Indeed, two Lords are a-leaping but in opposite directions. To be accurate, Lord Malloch Brown has not exactly leaped but, slug-like, has slithered his way into the pig trough where he now splashes happily at the public expense, or, our expense, or, as I always prefer to think of it because I always take these things personally, my expense! This week The Spectator attempted, not so much a hatchet job as a Texas chain-saw massacre of the ghastly old creep, but it must be admitted that they failed to find the unkindest cut of all. A few gripes concerning his Lordship's ability to leap over contending cabinet ministers and grab a spectacular 'grace and favour' residence is not likely to raise an eyebrow in a nation used to watching its leaders act like Gaderene swine. Even his breathtaking hypocrisy whilst serving as Deputy Secretary General at the UN, during which he assured everyone that UN officials would in future be transparent in their financial dealings, is not likely to produce more than a cynical shrug. In 2006, with much trumpeting, the UN launched a new form to be filled in by every senior UN official disclosing their financial arrangements. Hoorah! But then it transpired that, under UN rules, it was not actually required that the forms be published for public consumption. To be fair, this year the current Secretary General and his deputy volunteered their forms to made public. Lord Malloch Brown declined.
In The Mail, Peter Oborne points to a dangerous trait in 'Hash' Brown's management technique, that is, his policy of belittling and humiliating his cabinet ministers. I suppose he got used to it when he was Chancellor because he held the purse-strings and could cut them down to size if they got uppity. Alistair Darling has already been made to look a fool (and perhaps he is) but, according to Oborne, David Milliband is the next in line for the 'treatment'. One can hardly shed any tears for a so-called Foreign Secretary who dumps his duties in order to fly to America to witness the birth of, er, 'his' child by adoption. Somehow I can't imagine the late Lord Grey doing such a thing but in those halcyon, Edwardian days, 'duty' was a four letter word of supreme importance.

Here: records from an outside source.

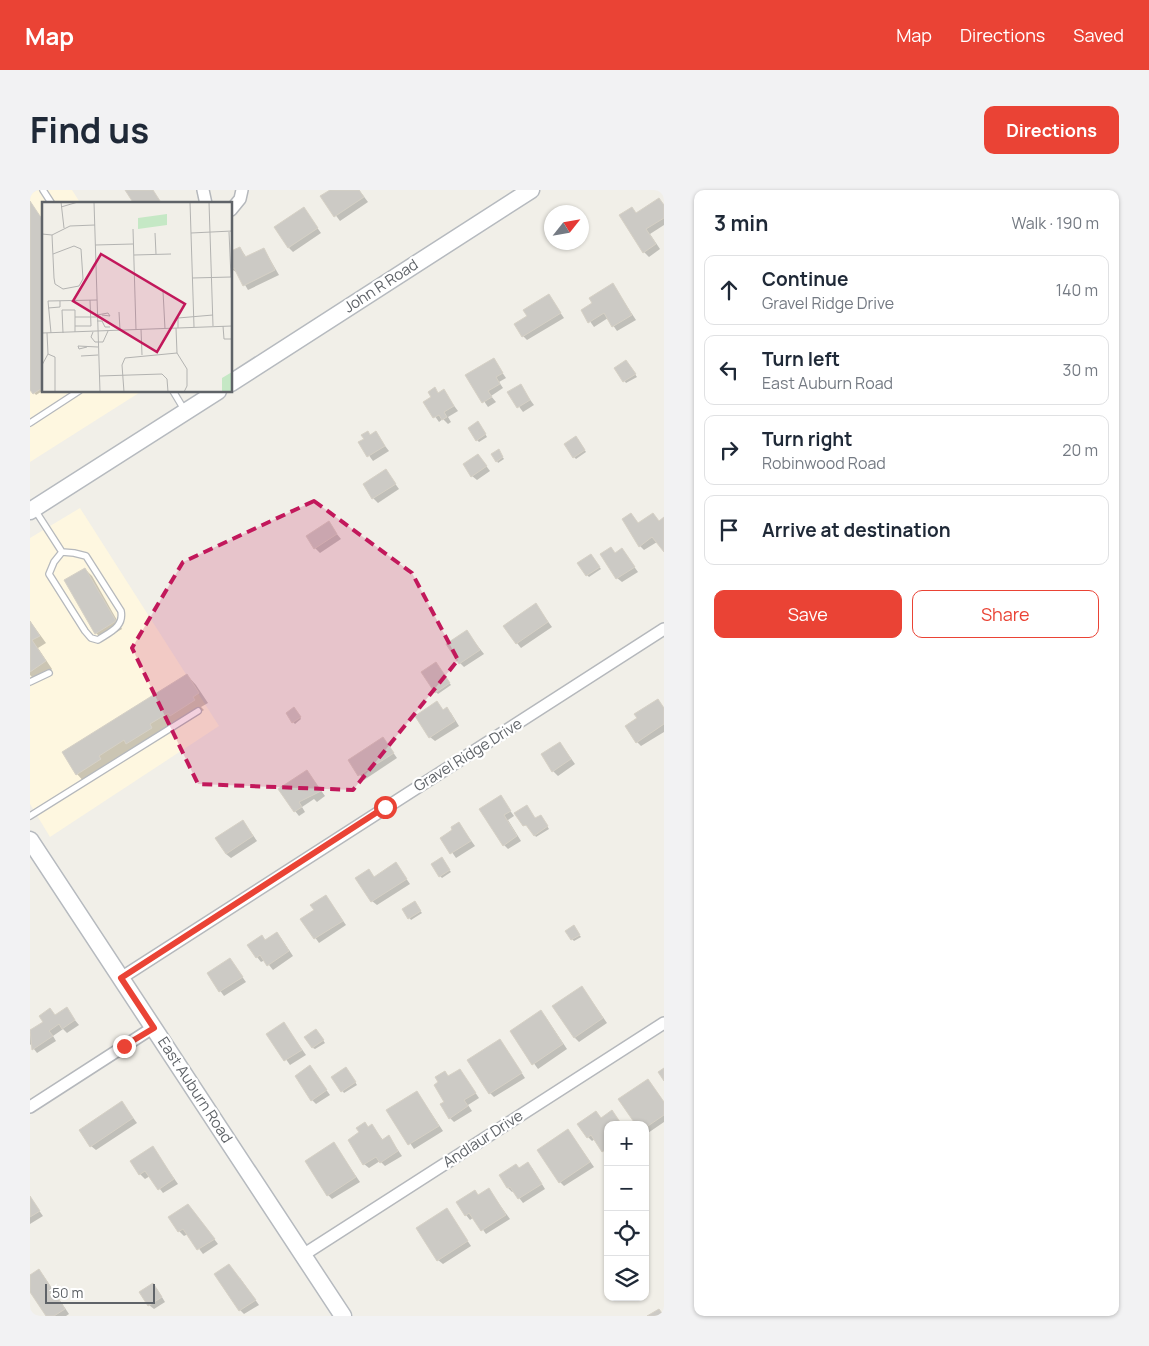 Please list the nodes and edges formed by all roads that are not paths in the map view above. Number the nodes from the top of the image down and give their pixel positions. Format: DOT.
graph roads {
  1 [pos="43,190"];
  2 [pos="242,190"];
  3 [pos="531,190"];
  4 [pos="51,202"];
  5 [pos="232,209"];
  6 [pos="232,382"];
  7 [pos="77,392"];
  8 [pos="174,392"];
  9 [pos="216,392"];
  10 [pos="185,411"];
  11 [pos="30,423"];
  12 [pos="32,510"];
  13 [pos="62,552"];
  14 [pos="664,629"];
  15 [pos="49,673"];
  16 [pos="30,682"];
  17 [pos="198,711"];
  18 [pos="30,816"];
  19 [pos="30,840"];
  20 [pos="121,978"];
  21 [pos="664,1024"];
  22 [pos="154,1028"];
  23 [pos="30,1107"];
  24 [pos="303,1255"];
  25 [pos="343,1316"];
  1 -- 4 [label="lane"];
  2 -- 5 [label="street"];
  3 -- 6 [label="main road, John R Road"];
  7 -- 11 [label="lane"];
  8 -- 10 [label="lane"];
  9 -- 10 [label="main road"];
  10 -- 12 [label="main road"];
  12 -- 13 [label="lane"];
  13 -- 13 [label="lane"];
  14 -- 20 [label="street, Gravel Ridge Drive"];
  15 -- 16 [label="lane"];
  17 -- 18 [label="lane"];
  19 -- 20 [label="main road, East Auburn Road"];
  20 -- 22 [label="main road, East Auburn Road"];
  21 -- 24 [label="street, Andlaur Drive"];
  22 -- 23 [label="street"];
  22 -- 24 [label="main road, East Auburn Road"];
  24 -- 25 [label="main road, East Auburn Road"];
}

However, one Lord has leaped in the other direction. Lord Drayon, who miraculously and, I'm sure, co-incidentally, received his elevation to the Lords a few weeks after donating several thousand quid to the Labour party, has resigned 'to spend more time with his motor racing'. You what?! I remember when I first read this I wondered what was going on behind the scenes, and now, thanks to the scurrilous Daily Mail, I know. Apparently, Lord Drayon, a self-made millionaire was in charge of Defence procurement and undoubtedly turned his considerable energy and acumen to improving a department whose shortcomings are reported daily from Iraq to Afghanistan. However, the prime minister's office with the servile acquiescence of 'Des' Brown, the Defence Secretary and a man generally reckoned to be as effective as Sgt. Wilson of Dad's Army, has ordered the closure of the Defence Export Services Organisation without informing Lord Drayon. He, at least, has had the decency to walk, an activity Lord Malloch Brown would find as impossible as the slug he so much resembles.